→ **Dataset excerpts**
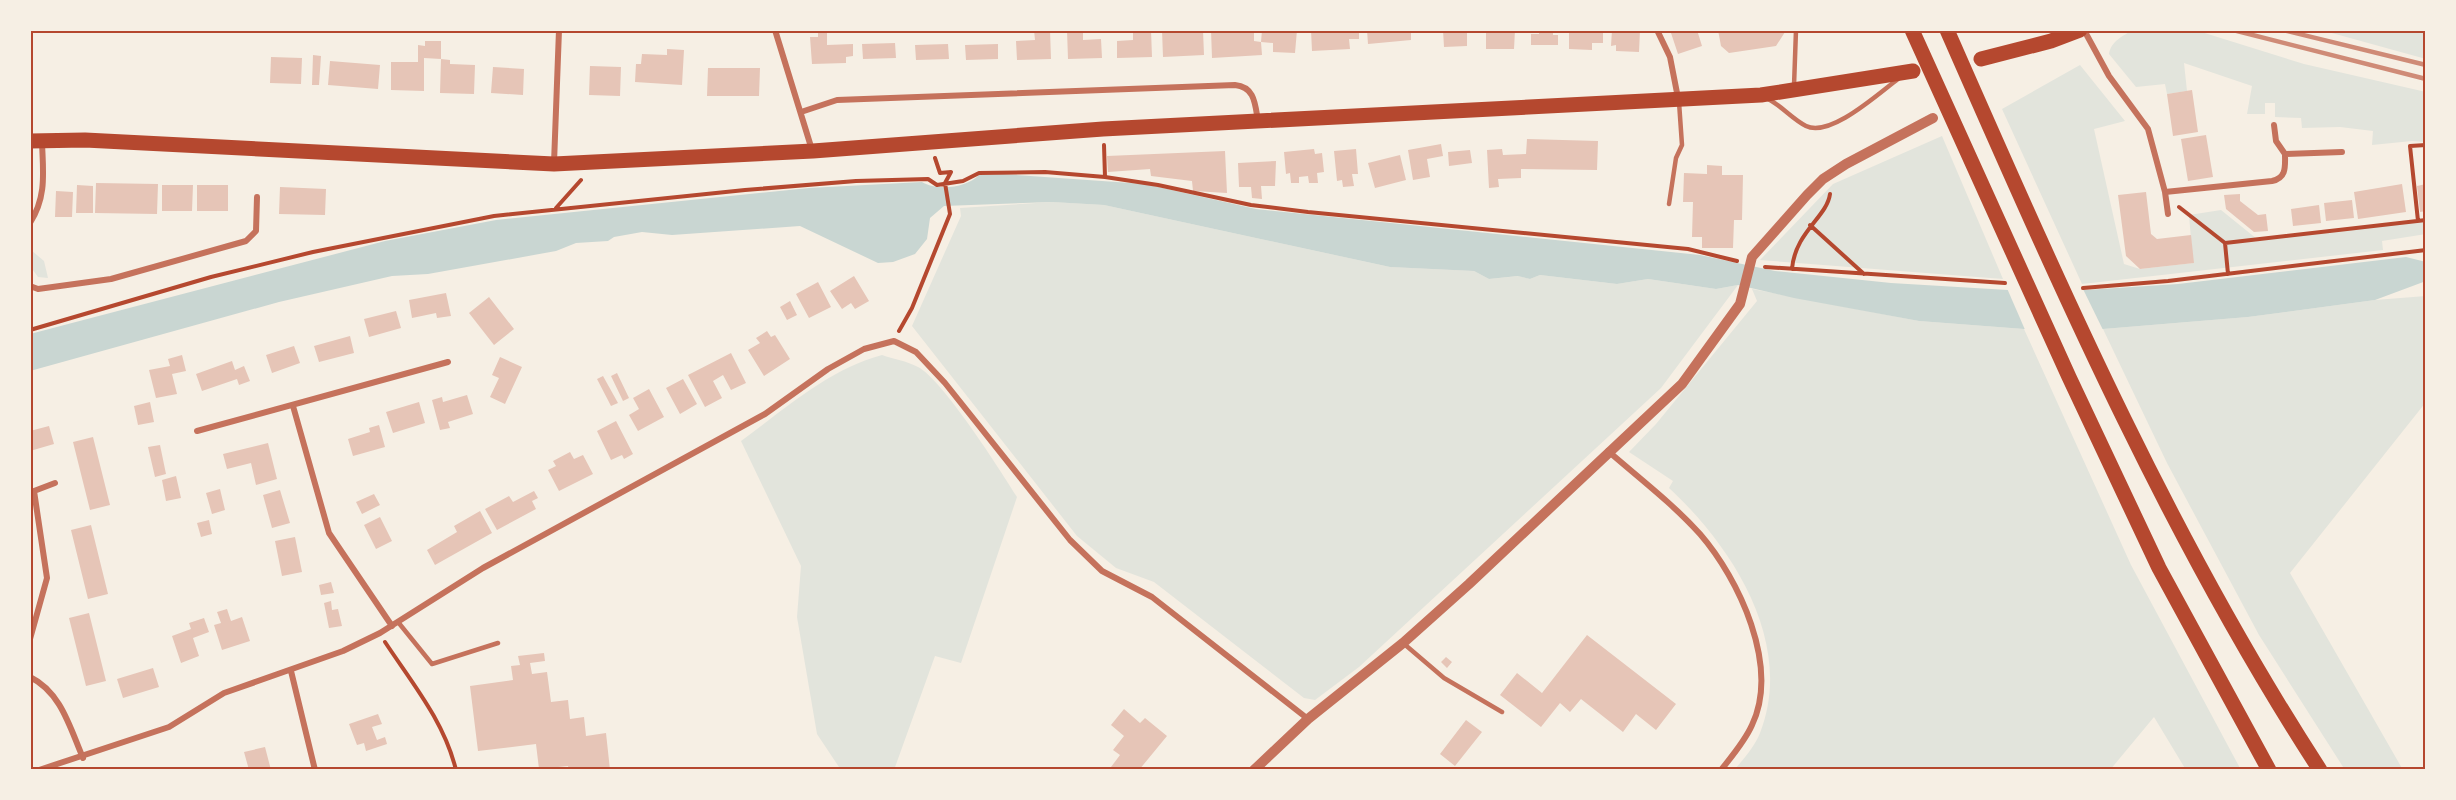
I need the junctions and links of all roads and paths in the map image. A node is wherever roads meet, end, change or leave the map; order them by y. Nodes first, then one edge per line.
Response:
1 (559, 30) edge
2 (775, 30) edge
3 (1657, 30) edge
4 (1796, 30) edge
5 (1912, 30) edge
6 (1947, 30) edge
7 (2082, 30) edge
8 (1981, 59) dead end
9 (1910, 72) joint
10 (1794, 92) junction
11 (1761, 95) junction
12 (1678, 99) junction
13 (801, 112) junction
14 (1933, 118) dead end
15 (1258, 121) junction
16 (2274, 125) dead end
17 (1103, 129) junction
18 (36, 141) edge
19 (2426, 145) edge
20 (813, 151) junction
21 (2342, 152) dead end
22 (2285, 154) junction
23 (598, 161) junction
24 (554, 164) junction
25 (940, 173) dead end
26 (1105, 177) junction
27 (1823, 179) junction
28 (2165, 194) junction
29 (257, 197) dead end
30 (1669, 204) dead end
31 (556, 209) junction
32 (2168, 214) dead end
33 (2426, 220) edge
34 (2418, 221) junction
35 (30, 223) edge
36 (1810, 225) junction
37 (2224, 243) junction
38 (2426, 250) edge
39 (1754, 262) junction
40 (1742, 263) dead end
41 (1792, 269) junction
42 (1865, 274) junction
43 (2228, 274) junction
44 (2005, 283) dead end
45 (30, 286) edge
46 (2083, 288) dead end
47 (30, 330) edge
48 (894, 341) junction
49 (448, 362) dead end
50 (293, 405) junction
51 (197, 431) dead end
52 (1608, 451) junction
53 (55, 483) dead end
54 (32, 492) edge
55 (395, 624) junction
56 (380, 633) junction
57 (30, 639) edge
58 (498, 643) dead end
59 (1403, 643) junction
60 (291, 671) junction
61 (30, 677) edge
62 (1502, 712) dead end
63 (1308, 719) junction
64 (83, 758) junction
65 (39, 770) edge
66 (315, 770) edge
67 (456, 770) edge
68 (1254, 770) edge
69 (1721, 770) edge
70 (2269, 770) edge
71 (2320, 770) edge

1 - 24 street
2 - 13 street
3 - 12 street
4 - 10 lane
5 - 70 highway
6 - 71 highway
7 - 8 highway
7 - 28 street
9 - 10 highway
9 - 11 lane
10 - 11 highway
11 - 12 highway
12 - 15 highway
12 - 30 lane
13 - 15 street
13 - 20 street
14 - 27 street
15 - 17 highway
16 - 22 street
17 - 20 highway
17 - 26 path
18 - 24 highway
18 - 35 street
19 - 34 path
20 - 23 highway
21 - 22 street
22 - 28 street
23 - 24 highway
23 - 31 path
25 - 48 path
26 - 31 path
26 - 40 path
27 - 36 path
27 - 39 street
28 - 32 street
28 - 37 path
29 - 45 street
31 - 47 path
33 - 34 path
34 - 37 path
36 - 41 path
36 - 42 path
37 - 43 path
38 - 43 path
39 - 41 path
39 - 52 street
41 - 42 path
42 - 44 path
43 - 46 path
48 - 55 street
48 - 63 street
49 - 50 street
50 - 51 street
50 - 55 street
52 - 59 street
52 - 69 street
53 - 54 street
54 - 57 street
55 - 56 street
55 - 58 lane
56 - 60 street
56 - 67 path
59 - 62 lane
59 - 63 street
60 - 64 street
60 - 66 street
61 - 64 street
63 - 68 street
64 - 65 street

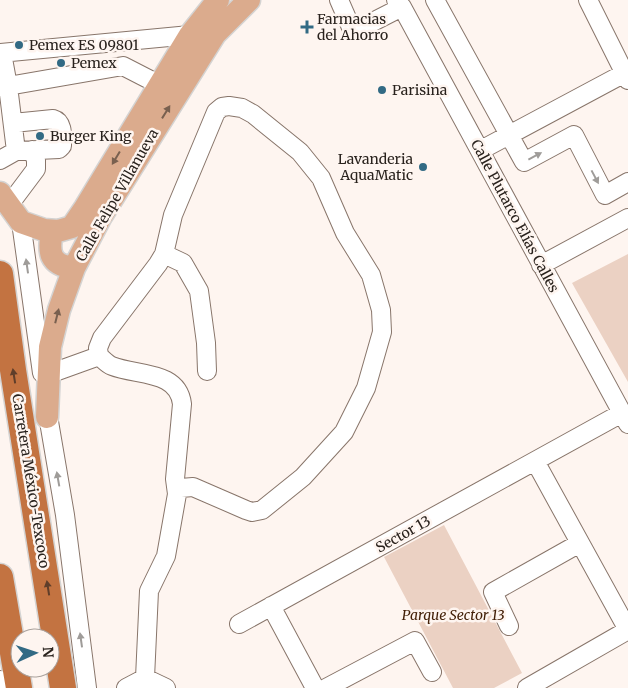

→ **Exercise description**
From the records above, pull every line that carries the word "lane".

→ **Task solution**
4 - 10 lane
9 - 11 lane
12 - 30 lane
55 - 58 lane
59 - 62 lane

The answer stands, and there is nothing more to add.